Collected data entries |
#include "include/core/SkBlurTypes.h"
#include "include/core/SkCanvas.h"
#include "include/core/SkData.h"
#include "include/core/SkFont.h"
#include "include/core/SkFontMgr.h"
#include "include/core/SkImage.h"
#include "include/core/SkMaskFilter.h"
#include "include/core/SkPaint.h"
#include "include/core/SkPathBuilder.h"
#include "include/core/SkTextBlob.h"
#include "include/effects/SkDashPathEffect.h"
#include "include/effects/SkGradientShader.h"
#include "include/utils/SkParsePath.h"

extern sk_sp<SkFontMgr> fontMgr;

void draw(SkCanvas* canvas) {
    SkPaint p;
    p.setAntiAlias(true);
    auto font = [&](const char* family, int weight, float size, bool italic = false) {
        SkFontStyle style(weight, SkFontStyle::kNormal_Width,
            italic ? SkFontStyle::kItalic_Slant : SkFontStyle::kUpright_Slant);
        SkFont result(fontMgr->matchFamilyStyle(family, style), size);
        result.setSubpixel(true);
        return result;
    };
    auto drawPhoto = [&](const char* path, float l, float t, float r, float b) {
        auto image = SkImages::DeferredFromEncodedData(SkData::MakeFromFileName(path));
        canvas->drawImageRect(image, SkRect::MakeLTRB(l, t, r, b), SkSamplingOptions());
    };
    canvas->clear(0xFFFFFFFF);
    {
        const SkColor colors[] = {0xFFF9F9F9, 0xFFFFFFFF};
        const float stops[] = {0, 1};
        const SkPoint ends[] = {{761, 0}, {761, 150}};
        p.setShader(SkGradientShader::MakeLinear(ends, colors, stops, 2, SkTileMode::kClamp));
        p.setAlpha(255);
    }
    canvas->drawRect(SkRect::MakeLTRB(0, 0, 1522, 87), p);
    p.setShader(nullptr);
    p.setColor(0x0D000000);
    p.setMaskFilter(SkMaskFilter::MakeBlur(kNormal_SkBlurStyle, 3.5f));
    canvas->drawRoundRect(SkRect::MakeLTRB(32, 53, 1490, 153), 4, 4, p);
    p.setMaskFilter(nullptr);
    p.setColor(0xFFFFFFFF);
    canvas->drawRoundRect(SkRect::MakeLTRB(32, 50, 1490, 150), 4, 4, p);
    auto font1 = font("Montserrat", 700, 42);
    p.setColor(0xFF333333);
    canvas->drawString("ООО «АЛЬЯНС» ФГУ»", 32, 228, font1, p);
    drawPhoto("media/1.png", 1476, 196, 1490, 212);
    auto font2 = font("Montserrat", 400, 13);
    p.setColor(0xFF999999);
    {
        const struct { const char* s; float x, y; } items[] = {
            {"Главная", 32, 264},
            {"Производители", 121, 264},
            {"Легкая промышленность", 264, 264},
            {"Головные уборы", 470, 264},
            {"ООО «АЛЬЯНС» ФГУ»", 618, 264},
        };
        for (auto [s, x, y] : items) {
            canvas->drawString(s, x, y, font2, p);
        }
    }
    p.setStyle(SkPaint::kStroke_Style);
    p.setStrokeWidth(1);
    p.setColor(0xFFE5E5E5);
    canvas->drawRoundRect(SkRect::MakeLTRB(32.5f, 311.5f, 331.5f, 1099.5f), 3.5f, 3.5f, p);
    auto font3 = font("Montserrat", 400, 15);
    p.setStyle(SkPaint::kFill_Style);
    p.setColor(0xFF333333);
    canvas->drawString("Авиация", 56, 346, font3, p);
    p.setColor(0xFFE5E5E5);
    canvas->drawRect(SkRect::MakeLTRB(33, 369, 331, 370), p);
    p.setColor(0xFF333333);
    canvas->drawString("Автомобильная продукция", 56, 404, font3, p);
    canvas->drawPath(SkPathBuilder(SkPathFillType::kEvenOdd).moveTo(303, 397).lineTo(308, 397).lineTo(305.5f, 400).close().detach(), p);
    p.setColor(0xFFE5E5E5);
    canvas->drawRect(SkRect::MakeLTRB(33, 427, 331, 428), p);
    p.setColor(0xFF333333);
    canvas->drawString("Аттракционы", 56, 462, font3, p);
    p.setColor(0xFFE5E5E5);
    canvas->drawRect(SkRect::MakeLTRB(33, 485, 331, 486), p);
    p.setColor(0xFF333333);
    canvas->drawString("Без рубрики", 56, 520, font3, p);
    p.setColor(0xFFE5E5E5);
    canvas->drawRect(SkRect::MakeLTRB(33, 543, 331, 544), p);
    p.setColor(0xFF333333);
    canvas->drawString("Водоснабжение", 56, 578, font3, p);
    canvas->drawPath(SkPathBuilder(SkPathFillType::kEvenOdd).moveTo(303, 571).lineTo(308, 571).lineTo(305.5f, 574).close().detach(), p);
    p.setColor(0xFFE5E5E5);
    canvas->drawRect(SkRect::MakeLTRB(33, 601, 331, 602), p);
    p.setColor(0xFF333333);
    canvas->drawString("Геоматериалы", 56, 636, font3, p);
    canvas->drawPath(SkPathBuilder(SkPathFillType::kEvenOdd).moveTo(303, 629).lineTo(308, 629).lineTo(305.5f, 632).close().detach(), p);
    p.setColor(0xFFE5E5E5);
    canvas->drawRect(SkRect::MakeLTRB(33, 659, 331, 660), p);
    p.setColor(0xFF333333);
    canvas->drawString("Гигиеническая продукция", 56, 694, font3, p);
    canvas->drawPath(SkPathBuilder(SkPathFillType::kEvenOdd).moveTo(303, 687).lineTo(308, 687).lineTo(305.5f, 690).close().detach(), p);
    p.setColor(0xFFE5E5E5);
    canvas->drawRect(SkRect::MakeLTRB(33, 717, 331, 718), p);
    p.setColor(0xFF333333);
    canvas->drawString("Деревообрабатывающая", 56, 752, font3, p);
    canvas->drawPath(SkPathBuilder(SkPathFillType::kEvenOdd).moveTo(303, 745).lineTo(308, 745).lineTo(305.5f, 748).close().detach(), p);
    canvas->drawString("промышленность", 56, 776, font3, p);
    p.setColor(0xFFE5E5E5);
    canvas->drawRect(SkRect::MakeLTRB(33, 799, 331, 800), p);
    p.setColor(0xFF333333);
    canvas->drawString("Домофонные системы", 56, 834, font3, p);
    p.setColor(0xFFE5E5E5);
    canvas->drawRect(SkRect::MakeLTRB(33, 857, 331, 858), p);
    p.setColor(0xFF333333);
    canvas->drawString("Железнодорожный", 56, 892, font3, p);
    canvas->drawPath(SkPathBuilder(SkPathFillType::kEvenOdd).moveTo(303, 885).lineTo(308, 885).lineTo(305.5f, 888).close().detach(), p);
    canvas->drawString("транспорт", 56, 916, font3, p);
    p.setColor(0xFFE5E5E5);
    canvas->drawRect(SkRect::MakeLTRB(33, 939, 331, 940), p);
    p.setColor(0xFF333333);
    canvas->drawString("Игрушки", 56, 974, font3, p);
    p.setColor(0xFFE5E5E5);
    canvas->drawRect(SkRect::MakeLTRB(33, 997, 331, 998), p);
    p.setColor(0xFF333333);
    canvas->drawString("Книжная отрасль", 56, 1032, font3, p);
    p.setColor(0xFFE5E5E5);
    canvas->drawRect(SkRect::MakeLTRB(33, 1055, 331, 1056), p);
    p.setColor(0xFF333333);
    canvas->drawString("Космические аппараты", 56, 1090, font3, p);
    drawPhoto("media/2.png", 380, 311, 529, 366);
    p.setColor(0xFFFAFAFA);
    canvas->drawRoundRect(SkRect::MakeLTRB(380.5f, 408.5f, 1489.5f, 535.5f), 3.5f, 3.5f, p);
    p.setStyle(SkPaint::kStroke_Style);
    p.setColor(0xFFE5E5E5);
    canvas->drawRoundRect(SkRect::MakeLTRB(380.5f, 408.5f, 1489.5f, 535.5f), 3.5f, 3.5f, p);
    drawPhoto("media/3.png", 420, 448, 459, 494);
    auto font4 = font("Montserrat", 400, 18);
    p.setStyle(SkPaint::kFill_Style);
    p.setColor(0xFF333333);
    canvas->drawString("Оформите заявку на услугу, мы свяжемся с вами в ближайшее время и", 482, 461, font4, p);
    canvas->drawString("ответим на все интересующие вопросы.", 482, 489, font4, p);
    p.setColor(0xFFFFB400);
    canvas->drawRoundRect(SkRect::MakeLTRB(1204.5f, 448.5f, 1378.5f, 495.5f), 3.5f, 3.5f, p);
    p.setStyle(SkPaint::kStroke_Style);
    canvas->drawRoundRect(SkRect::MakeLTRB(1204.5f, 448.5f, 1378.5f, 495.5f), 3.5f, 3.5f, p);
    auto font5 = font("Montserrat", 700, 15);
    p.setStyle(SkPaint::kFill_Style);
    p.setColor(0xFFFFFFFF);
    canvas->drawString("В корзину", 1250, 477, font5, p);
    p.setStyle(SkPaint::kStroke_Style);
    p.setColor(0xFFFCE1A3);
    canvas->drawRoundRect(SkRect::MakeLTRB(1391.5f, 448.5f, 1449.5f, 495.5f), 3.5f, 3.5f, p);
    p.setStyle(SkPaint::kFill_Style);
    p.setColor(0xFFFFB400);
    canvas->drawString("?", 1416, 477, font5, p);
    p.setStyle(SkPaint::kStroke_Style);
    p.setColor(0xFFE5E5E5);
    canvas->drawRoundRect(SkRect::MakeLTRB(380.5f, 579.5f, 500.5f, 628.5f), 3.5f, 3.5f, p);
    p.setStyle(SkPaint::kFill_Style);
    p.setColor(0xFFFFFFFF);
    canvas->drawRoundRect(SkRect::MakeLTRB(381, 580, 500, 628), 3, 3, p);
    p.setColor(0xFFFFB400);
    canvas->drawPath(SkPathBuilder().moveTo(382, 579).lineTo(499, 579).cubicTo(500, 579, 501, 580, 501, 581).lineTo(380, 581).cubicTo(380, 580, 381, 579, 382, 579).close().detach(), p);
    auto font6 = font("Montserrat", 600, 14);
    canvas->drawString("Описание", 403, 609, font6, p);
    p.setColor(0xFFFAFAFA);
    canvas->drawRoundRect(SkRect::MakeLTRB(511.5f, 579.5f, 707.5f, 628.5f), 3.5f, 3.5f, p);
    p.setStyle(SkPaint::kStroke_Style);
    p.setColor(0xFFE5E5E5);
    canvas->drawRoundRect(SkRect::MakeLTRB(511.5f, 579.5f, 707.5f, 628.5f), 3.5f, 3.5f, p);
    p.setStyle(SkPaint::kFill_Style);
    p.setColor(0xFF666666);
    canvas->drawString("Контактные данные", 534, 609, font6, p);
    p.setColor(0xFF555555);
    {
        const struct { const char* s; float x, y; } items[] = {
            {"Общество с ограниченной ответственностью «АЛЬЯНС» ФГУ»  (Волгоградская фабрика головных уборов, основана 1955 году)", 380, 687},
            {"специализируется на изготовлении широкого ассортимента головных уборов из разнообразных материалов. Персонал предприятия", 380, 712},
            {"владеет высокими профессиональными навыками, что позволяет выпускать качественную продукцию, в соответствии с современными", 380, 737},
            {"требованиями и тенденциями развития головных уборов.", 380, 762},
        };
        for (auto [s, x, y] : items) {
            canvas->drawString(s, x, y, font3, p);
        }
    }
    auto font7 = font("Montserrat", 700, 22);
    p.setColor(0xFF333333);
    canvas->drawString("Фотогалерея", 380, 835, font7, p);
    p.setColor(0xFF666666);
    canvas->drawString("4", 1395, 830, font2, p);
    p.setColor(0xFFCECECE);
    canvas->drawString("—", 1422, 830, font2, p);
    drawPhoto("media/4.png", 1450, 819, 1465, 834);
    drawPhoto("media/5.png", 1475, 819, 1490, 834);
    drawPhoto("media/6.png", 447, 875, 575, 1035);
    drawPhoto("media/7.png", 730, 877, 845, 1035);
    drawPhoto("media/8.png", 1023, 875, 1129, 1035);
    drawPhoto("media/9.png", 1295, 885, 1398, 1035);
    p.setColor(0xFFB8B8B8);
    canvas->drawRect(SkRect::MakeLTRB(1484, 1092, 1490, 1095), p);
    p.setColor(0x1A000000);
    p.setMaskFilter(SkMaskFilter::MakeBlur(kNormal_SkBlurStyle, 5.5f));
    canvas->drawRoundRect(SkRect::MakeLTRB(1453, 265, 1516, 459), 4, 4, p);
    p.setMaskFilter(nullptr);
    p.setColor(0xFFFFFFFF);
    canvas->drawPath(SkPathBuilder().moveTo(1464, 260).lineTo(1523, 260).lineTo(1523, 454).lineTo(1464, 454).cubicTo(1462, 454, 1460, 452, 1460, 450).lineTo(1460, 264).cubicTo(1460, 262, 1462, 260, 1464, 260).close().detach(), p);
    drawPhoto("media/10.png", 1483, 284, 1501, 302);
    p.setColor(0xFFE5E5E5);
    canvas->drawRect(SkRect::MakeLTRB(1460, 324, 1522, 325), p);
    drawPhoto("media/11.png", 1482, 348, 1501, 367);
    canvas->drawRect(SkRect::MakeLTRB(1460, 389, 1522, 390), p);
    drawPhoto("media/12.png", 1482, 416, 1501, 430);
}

Directions | Your answer should consist of each line above in which "size" appears.

Worked solution |
    auto font = [&](const char* family, int weight, float size, bool italic = false) {
        SkFont result(fontMgr->matchFamilyStyle(family, style), size);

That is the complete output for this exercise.